Full working example with sandboxed plugin execution.
Let users upload scripts or extensions without risking your host. The host controls what code is loaded, what capabilities are available, and how much CPU or memory each plugin can use.

Run a plugin from a virtual filesystem

Store plugins in an in-memory filesystem and load them like regular modules.
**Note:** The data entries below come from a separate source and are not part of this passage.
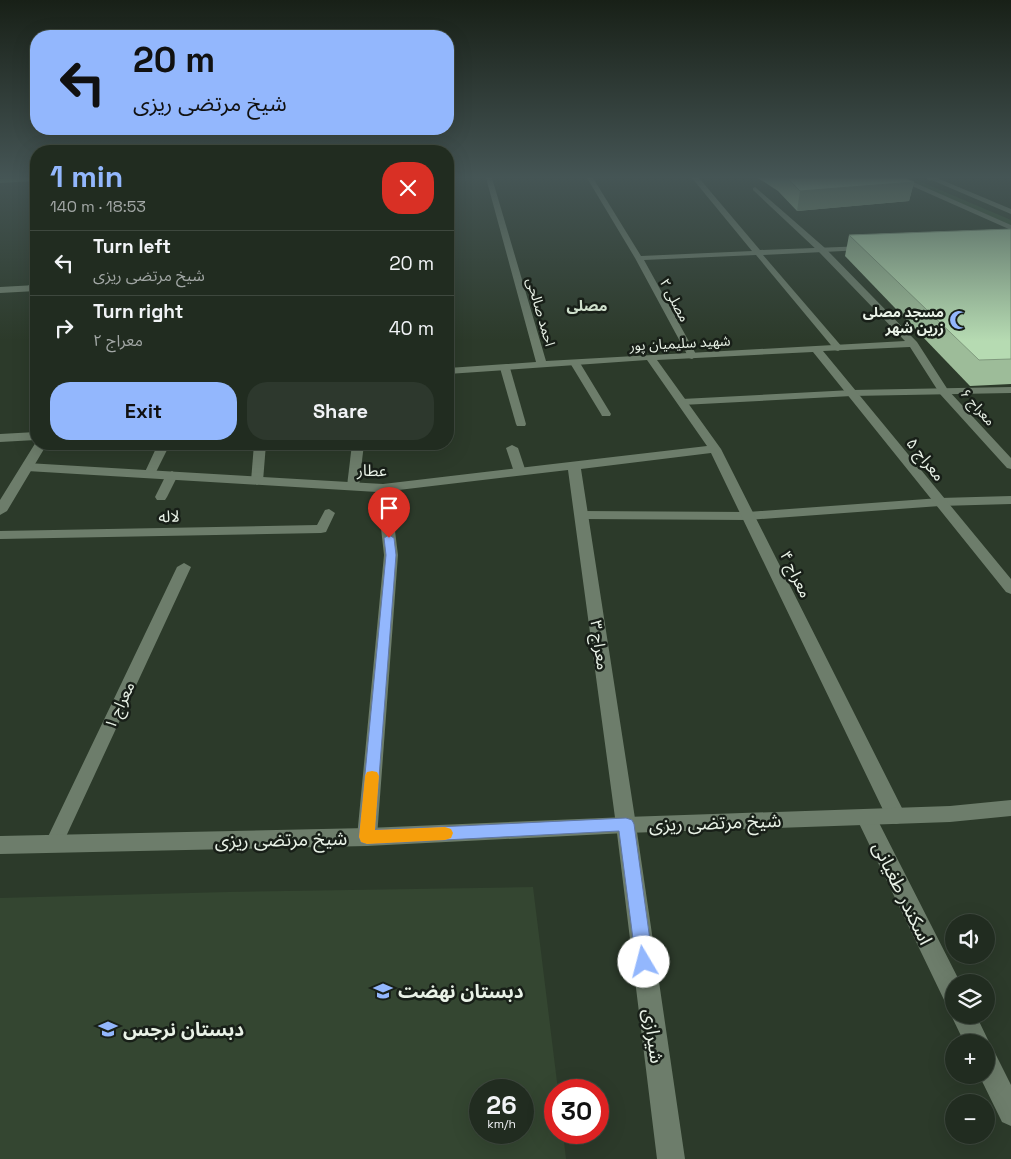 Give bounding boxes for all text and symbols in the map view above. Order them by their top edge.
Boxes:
text: 20 m [133,38,215,82]
icon: left [50,50,115,115]
text: شیخ مرتضی ریزی [133,89,287,117]
text: 1 min [50,157,123,196]
button: close [382,162,434,214]
text: 140 m · 18:53 [50,196,146,217]
text: Turn left [93,234,171,259]
icon: left [50,249,78,277]
text: 20 m [389,251,434,276]
text: شیخ مرتضی ریزی [93,265,205,286]
street label: مصلی ۲ [656,275,694,325]
street label: احمد صالحی [523,276,559,348]
district label: مصلی [567,296,607,315]
text: Turn right [93,299,183,324]
place label: مسجد مصلی زرین شهر [863,303,944,337]
mosque icon: مسجد مصلی زرین شهر [948,309,970,331]
icon: right [50,314,78,342]
text: 40 m [389,316,434,341]
text: معراج ۲ [93,330,143,351]
street label: شهید سلیمیان پور [628,331,731,356]
button: Exit [50,382,237,440]
button: Share [247,382,434,440]
street label: معراج ۶ [955,385,999,431]
street label: معراج ۵ [900,433,949,487]
street label: عطار [356,460,387,481]
pin [368,487,410,538]
icon: arrive [375,494,403,522]
street label: لاله [158,506,180,527]
street label: معراج ۴ [773,547,816,602]
street label: معراج ۳ [584,619,613,672]
street label: معراج ۱ [99,678,141,733]
street label: شیخ مرتضی ریزی [648,808,782,839]
street label: شیخ مرتضی ریزی [214,826,348,855]
street label: اسکندر طغیانی [867,837,938,949]
map controls [945,914,995,1144]
button: sound [945,914,995,964]
position arrow [617,935,669,987]
button: layers [945,974,995,1024]
place label: دبستان نهضت [398,979,524,1004]
school or university icon: دبستان نهضت [372,980,394,1002]
street label: شیرازی [637,1007,670,1065]
place label: دبستان نرجس [123,1017,244,1042]
school or university icon: دبستان نرجس [97,1018,119,1040]
button: + [945,1034,995,1084]
speed limit sign: 30 [544,1079,609,1144]
text: 26 [486,1089,517,1121]
button: − [945,1094,995,1144]
text: km/h [487,1116,516,1132]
The plugin below gets filesystem access but no network or child-process permissions.
Plugin Runner
import {
  NodeRuntime,
  allowAllFs,
  createInMemoryFileSystem,
  createNodeDriver,
  createNodeRuntimeDriverFactory,
} from "secure-exec";

const filesystem = createInMemoryFileSystem();
await filesystem.mkdir("/plugins");
await filesystem.writeFile(
  "/plugins/title-case.js",
  `
    module.exports = {
      manifest: {
        name: "title-case",
        version: "1.0.0",
      },
      transform(input, options = {}) {
        const words = String(input)
          .split(/\\s+/)
          .filter(Boolean)
          .map((word) => word.charAt(0).toUpperCase() + word.slice(1).toLowerCase());

        return (options.prefix ?? "") + words.join(" ");
      },
    };
  `
);

const runtime = new NodeRuntime({
  systemDriver: createNodeDriver({
    filesystem,
    permissions: { ...allowAllFs },
  }),
  runtimeDriverFactory: createNodeRuntimeDriverFactory(),
  memoryLimit: 64,
  cpuTimeLimitMs: 1000,
});

const input = "hello from plugin land";
const options = { prefix: "Plugin says: " };

const result = await runtime.run<{
  manifest: { name: string; version: string };
  output: string;
}>(`
  const plugin = require("/plugins/title-case.js");

  module.exports = {
    manifest: plugin.manifest,
    output: plugin.transform(
      ${JSON.stringify(input)},
      ${JSON.stringify(options)}
    ),
  };
`, "/root/run-plugin.js");

console.log(result.exports?.manifest.name); // "title-case"
console.log(result.exports?.output); // "Plugin says: Hello From Plugin Land"
This gives you a clean host/plugin boundary:
  • The host decides which plugin source is mounted
  • The isolate loads the plugin like a normal module
  • Only explicitly granted capabilities are available
  • The host gets back structured data, not direct access to plugin internals
You can combine this with TypeScript to type-check uploaded plugin code before enabling it.